» **To do**
What lines in the entries below contain the word "graph"? Copy all of them.

Stored items
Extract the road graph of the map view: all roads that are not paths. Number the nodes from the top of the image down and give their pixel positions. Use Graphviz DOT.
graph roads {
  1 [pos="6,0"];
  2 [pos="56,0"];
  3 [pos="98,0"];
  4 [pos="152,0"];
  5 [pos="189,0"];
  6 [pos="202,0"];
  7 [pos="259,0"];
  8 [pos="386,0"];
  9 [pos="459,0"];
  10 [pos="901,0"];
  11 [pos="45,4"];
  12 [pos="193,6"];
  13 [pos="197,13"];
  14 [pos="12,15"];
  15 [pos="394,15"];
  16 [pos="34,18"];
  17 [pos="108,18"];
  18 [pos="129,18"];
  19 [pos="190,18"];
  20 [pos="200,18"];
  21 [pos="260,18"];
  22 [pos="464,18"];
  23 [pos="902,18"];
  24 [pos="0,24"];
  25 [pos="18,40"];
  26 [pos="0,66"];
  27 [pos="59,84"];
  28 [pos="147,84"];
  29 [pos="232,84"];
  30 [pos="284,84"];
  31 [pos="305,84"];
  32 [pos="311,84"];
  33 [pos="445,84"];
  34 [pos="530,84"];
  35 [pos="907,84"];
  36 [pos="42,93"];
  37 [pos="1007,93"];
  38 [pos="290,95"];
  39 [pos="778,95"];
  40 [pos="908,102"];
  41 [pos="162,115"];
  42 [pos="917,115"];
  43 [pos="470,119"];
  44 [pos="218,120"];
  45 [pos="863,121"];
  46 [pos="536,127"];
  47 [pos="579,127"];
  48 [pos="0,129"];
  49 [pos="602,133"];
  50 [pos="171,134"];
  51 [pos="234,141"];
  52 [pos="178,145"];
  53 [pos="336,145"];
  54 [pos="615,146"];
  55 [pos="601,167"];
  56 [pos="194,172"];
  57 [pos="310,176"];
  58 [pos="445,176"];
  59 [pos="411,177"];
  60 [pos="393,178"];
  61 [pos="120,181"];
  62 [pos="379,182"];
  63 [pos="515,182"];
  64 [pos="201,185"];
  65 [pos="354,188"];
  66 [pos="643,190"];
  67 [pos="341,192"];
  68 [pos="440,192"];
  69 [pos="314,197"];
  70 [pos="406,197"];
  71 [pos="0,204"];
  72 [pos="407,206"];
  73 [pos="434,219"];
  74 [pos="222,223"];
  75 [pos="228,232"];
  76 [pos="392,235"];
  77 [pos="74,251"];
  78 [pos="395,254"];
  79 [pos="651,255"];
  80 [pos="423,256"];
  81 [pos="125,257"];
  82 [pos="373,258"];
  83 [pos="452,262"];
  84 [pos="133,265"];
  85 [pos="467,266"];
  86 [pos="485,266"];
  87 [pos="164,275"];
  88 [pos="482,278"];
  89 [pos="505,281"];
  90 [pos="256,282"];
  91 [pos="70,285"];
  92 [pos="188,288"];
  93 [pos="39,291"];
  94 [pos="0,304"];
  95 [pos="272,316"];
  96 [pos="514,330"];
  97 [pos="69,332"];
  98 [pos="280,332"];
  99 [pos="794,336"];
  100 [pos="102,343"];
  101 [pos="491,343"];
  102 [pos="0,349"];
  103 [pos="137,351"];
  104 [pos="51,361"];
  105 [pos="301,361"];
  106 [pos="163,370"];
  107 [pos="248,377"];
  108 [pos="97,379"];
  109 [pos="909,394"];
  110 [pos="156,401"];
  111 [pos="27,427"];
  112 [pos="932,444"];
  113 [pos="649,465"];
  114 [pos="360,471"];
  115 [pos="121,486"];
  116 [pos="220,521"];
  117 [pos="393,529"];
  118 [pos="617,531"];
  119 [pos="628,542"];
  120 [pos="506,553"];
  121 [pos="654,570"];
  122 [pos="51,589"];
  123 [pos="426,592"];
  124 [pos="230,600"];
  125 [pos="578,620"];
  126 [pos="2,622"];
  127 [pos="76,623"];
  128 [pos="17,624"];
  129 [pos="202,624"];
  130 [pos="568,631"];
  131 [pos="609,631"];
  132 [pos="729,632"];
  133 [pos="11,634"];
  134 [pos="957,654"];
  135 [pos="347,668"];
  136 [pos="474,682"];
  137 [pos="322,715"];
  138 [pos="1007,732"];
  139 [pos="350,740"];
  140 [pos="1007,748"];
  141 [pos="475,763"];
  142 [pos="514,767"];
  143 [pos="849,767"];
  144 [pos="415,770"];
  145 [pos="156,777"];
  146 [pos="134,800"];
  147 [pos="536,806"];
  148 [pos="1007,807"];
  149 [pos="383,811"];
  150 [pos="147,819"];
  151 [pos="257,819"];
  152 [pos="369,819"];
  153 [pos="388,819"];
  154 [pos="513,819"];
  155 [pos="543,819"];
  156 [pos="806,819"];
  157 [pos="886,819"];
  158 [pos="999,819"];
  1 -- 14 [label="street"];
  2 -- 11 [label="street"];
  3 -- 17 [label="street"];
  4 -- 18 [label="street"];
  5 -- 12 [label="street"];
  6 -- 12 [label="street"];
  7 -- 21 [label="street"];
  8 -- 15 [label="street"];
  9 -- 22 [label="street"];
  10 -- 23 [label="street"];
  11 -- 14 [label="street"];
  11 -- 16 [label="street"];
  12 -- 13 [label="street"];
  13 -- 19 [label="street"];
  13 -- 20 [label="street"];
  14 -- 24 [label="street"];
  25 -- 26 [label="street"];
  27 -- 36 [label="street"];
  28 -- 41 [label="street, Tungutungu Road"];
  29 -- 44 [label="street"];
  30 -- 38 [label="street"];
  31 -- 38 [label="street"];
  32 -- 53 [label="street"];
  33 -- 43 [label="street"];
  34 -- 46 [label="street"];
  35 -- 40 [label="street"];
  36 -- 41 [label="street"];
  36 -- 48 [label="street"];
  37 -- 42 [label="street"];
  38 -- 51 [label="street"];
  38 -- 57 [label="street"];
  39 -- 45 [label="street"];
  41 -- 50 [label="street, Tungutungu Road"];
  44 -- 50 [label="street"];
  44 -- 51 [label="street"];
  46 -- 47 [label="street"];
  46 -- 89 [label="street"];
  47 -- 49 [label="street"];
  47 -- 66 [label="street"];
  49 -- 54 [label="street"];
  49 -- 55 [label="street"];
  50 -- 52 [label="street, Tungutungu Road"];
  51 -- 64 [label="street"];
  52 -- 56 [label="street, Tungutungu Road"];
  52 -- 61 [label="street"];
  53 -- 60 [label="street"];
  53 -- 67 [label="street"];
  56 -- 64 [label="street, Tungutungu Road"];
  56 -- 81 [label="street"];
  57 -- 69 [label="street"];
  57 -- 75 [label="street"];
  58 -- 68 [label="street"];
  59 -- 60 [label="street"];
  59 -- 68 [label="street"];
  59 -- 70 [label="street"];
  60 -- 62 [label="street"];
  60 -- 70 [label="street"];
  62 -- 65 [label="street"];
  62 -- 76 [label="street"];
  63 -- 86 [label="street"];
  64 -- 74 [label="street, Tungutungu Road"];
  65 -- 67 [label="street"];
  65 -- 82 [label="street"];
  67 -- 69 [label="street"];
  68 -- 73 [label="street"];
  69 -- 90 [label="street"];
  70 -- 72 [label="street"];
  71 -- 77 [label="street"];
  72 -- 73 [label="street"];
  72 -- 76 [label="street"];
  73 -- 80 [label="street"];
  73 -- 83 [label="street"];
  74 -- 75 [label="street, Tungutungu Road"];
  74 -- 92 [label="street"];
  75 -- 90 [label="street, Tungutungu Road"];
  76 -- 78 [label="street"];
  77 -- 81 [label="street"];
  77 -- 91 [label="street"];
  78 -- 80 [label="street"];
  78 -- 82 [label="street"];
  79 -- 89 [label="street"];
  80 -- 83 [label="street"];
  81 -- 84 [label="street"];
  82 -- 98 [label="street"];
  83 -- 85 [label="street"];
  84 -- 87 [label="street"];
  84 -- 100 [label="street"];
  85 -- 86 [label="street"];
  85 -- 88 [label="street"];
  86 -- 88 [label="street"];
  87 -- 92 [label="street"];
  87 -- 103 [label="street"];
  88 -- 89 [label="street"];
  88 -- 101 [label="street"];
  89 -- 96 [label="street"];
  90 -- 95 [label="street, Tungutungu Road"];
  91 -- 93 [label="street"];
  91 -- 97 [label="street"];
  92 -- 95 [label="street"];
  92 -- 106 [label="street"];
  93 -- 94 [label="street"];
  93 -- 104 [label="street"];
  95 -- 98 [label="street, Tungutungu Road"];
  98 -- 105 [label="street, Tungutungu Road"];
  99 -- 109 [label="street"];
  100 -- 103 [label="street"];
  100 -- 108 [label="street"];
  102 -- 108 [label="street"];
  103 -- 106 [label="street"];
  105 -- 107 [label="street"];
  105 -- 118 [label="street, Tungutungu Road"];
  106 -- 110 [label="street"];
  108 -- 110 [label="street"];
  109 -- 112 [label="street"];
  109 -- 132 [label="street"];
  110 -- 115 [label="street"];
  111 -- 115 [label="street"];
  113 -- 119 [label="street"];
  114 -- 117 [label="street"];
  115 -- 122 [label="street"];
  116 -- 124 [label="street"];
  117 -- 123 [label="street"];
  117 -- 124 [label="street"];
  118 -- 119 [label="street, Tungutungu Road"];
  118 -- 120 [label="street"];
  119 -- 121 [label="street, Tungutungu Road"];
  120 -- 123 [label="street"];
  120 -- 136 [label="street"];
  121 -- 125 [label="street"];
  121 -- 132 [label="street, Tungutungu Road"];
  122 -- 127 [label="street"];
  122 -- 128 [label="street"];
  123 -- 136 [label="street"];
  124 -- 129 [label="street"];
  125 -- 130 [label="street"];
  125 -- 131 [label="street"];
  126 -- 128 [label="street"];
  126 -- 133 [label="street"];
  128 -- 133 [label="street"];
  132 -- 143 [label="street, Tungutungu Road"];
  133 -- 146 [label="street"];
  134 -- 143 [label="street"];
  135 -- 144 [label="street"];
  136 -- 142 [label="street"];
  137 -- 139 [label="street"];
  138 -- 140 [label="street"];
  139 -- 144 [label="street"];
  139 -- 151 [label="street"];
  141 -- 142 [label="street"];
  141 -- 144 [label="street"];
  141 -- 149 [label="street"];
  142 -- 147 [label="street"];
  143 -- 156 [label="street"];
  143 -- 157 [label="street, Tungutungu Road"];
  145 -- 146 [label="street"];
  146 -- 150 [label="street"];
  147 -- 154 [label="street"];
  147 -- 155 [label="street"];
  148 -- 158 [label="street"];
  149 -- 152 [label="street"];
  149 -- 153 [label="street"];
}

» **Task response**
Extract the road graph of the map view: all roads that are not paths. Number the nodes from the top of the image down and give their pixel positions. Use Graphviz DOT.
graph roads {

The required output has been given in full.